--- Data to use ---
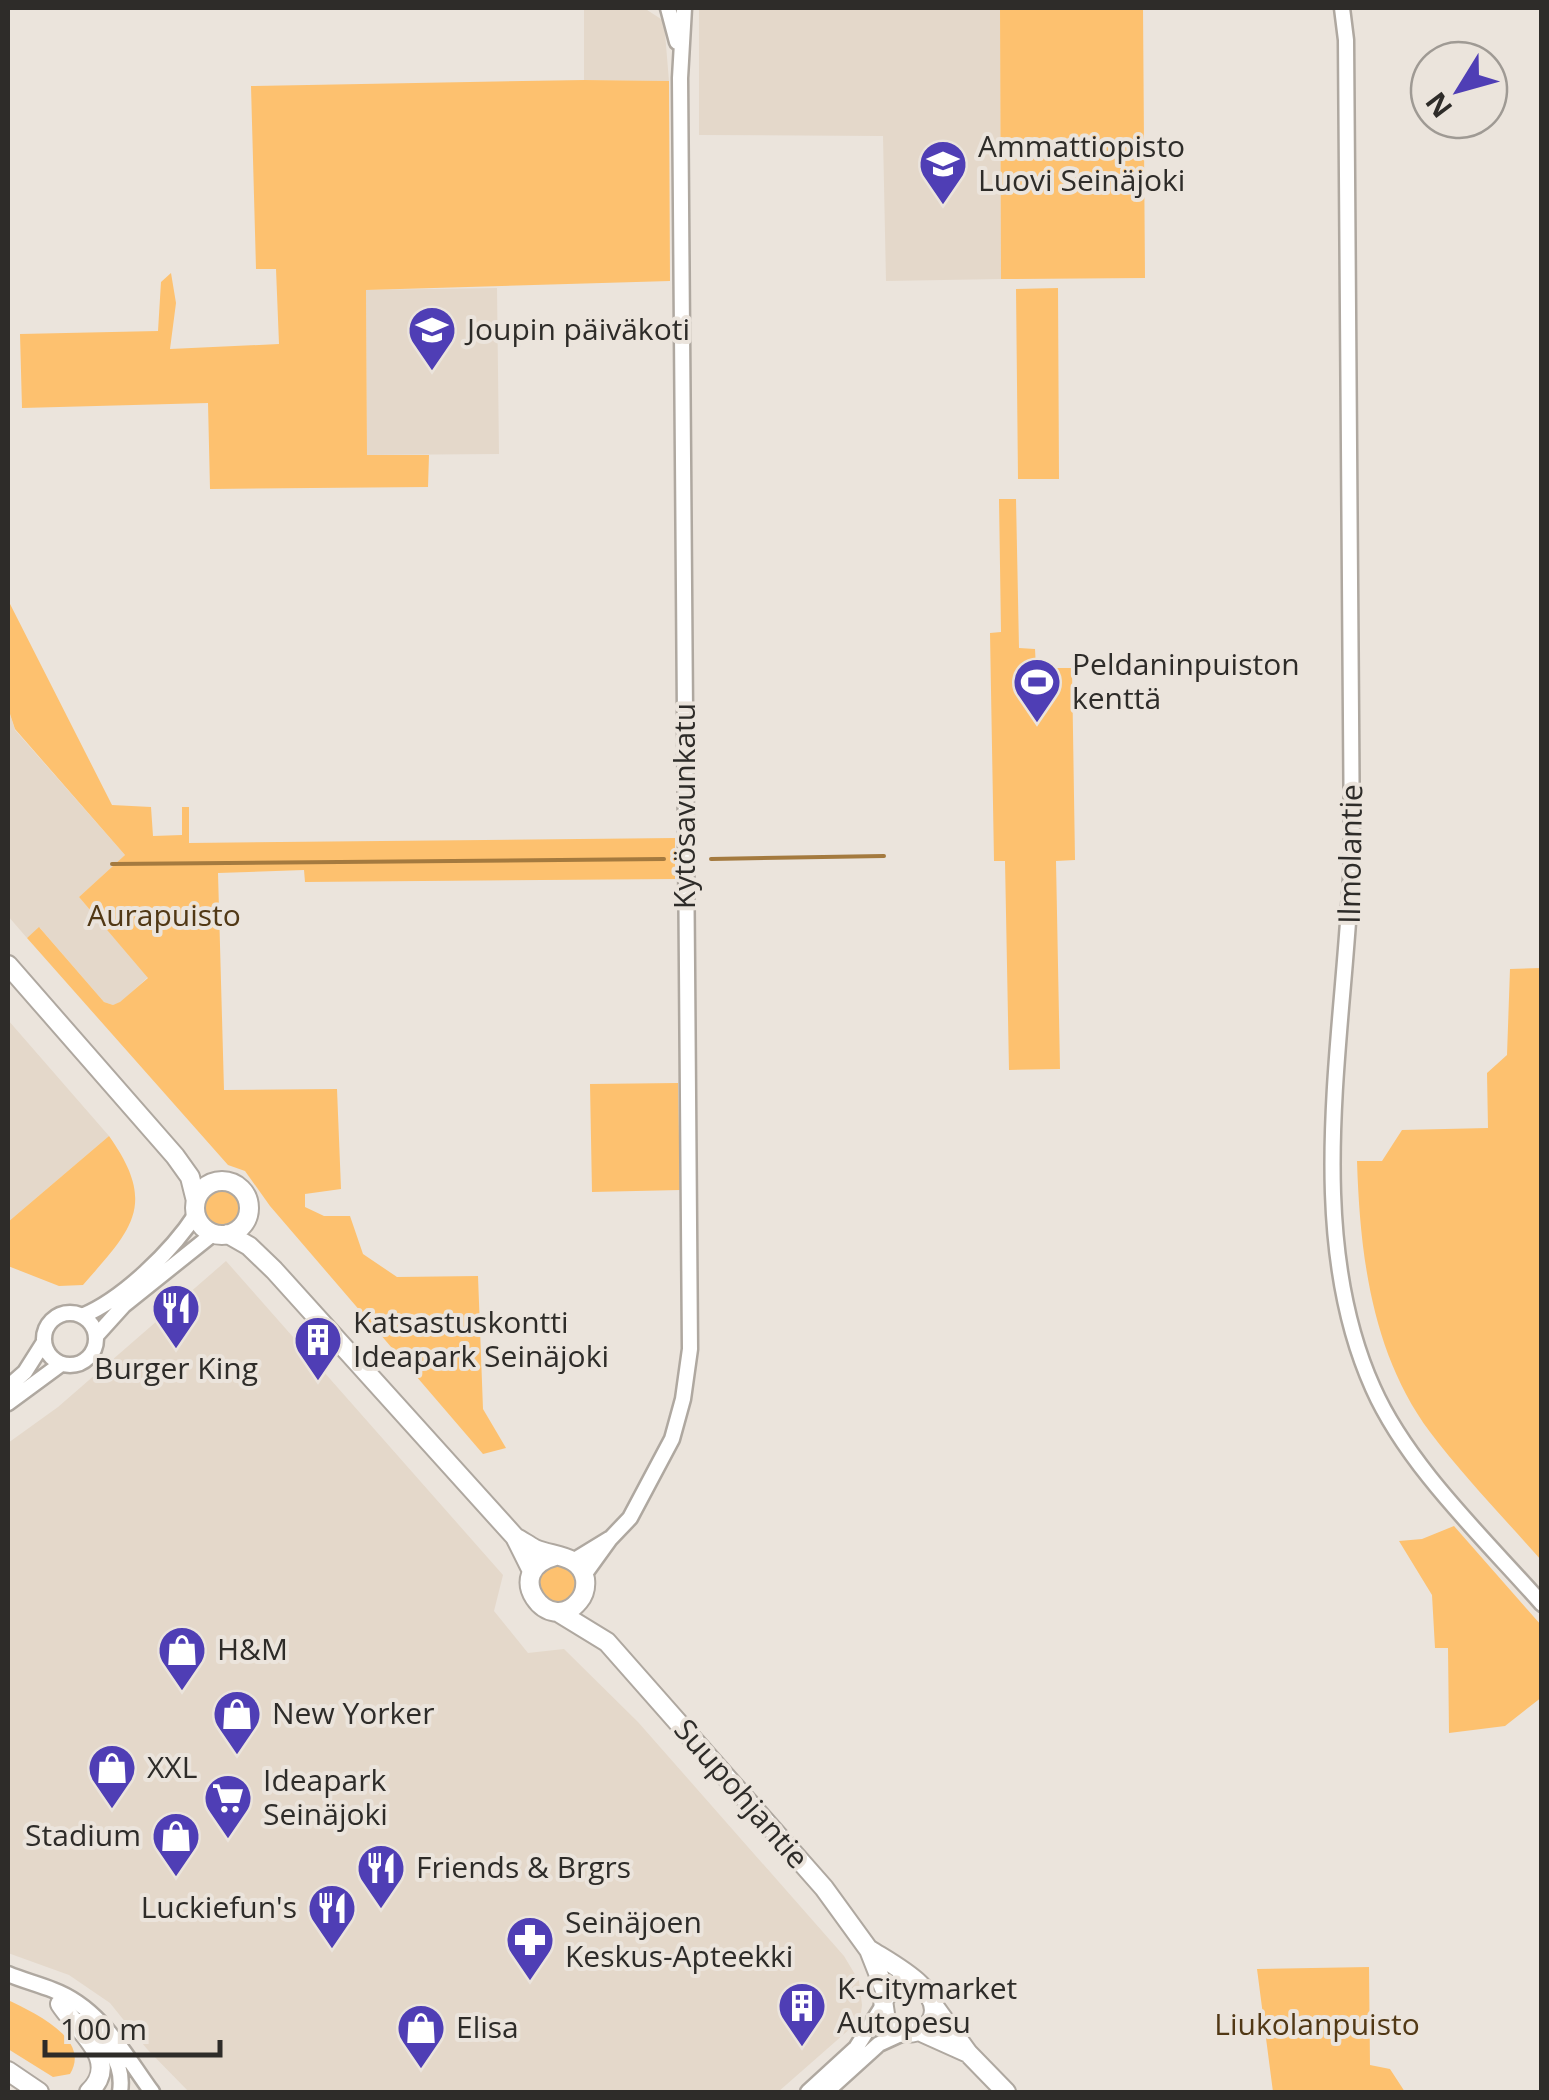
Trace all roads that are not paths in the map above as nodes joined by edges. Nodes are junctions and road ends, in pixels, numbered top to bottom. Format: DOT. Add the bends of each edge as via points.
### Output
graph roads {
  1 [pos="668,8"];
  2 [pos="684,8"];
  3 [pos="1342,8"];
  4 [pos="1354,8"];
  5 [pos="1346,40"];
  6 [pos="680,52"];
  7 [pos="8,965"];
  8 [pos="175,1156"];
  9 [pos="218,1181"];
  10 [pos="196,1208"];
  11 [pos="248,1216"];
  12 [pos="221,1234"];
  13 [pos="274,1270"];
  14 [pos="82,1316"];
  15 [pos="96,1336"];
  16 [pos="44,1342"];
  17 [pos="61,1364"];
  18 [pos="8,1386"];
  19 [pos="8,1403"];
  20 [pos="515,1536"];
  21 [pos="532,1571"];
  22 [pos="574,1571"];
  23 [pos="1542,1604"];
  24 [pos="558,1612"];
  25 [pos="607,1642"];
  26 [pos="869,1950"];
  27 [pos="8,1974"];
  28 [pos="912,1981"];
  29 [pos="41,1988"];
  30 [pos="884,2000"];
  31 [pos="60,2004"];
  32 [pos="934,2006"];
  33 [pos="911,2032"];
  34 [pos="968,2053"];
  35 [pos="8,2070"];
  36 [pos="8,2080"];
  37 [pos="24,2092"];
  38 [pos="39,2092"];
  39 [pos="89,2092"];
  40 [pos="120,2092"];
  41 [pos="152,2092"];
  42 [pos="808,2092"];
  43 [pos="826,2092"];
  44 [pos="1006,2092"];
  1 -- 6 [label="street, Kytösavunkatu"];
  2 -- 6 [label="street, Kytösavunkatu"];
  3 -- 5 [label="street, Ilmolantie"];
  4 -- 5 [label="street, Ilmolantie"];
  5 -- 23 [label="street, Ilmolantie" via="1352,852 1334,1143 1336,1250 1356,1344 1382,1404 1428,1473"];
  6 -- 22 [label="street, Kytösavunkatu" via="690,1349 672,1439 630,1518"];
  7 -- 8 [label="main road"];
  8 -- 9 [label="main road"];
  8 -- 10 [label="main road" via="190,1178"];
  9 -- 10 [label="main road" via="204,1188"];
  9 -- 11 [label="main road" via="243,1190"];
  10 -- 12 [label="main road" via="201,1224"];
  10 -- 14 [label="street" via="176,1243 105,1305"];
  11 -- 12 [label="main road" via="238,1230"];
  11 -- 13 [label="main road"];
  12 -- 13 [label="main road" via="249,1246"];
  12 -- 15 [label="street" via="124,1305"];
  13 -- 20 [label="main road"];
  14 -- 15 [label="street"];
  14 -- 16 [label="street" via="55,1318"];
  15 -- 17 [label="street" via="88,1358"];
  16 -- 17 [label="street"];
  16 -- 18 [label="street"];
  17 -- 19 [label="street"];
  20 -- 21 [label="main road"];
  20 -- 22 [label="main road"];
  21 -- 22 [label="main road" via="546,1558"];
  21 -- 24 [label="main road" via="534,1598"];
  22 -- 24 [label="main road" via="574,1606"];
  22 -- 25 [label="main road, Suupohjantie"];
  24 -- 25 [label="main road, Suupohjantie"];
  25 -- 26 [label="main road, Suupohjantie" via="824,1888"];
  26 -- 28 [label="main road, Suupohjantie"];
  26 -- 30 [label="main road, Suupohjantie"];
  27 -- 29 [label="street"];
  28 -- 30 [label="main road" via="898,1983"];
  28 -- 32 [label="main road" via="928,1990"];
  29 -- 31 [label="street"];
  29 -- 41 [label="street" via="84,2009 116,2038"];
  30 -- 33 [label="main road" via="890,2026"];
  30 -- 42 [label="street" via="856,2048"];
  31 -- 39 [label="main road" via="100,2056 101,2072"];
  31 -- 40 [label="street" via="117,2058"];
  32 -- 33 [label="main road" via="931,2021"];
  32 -- 34 [label="main road"];
  33 -- 34 [label="main road"];
  33 -- 43 [label="street" via="879,2044"];
  34 -- 44 [label="main road"];
  35 -- 38 [label="main road"];
  36 -- 37 [label="main road"];
}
---
**About this task:**
Report only a number: how many lines in the material above contain the string "roads".

**Result:**
2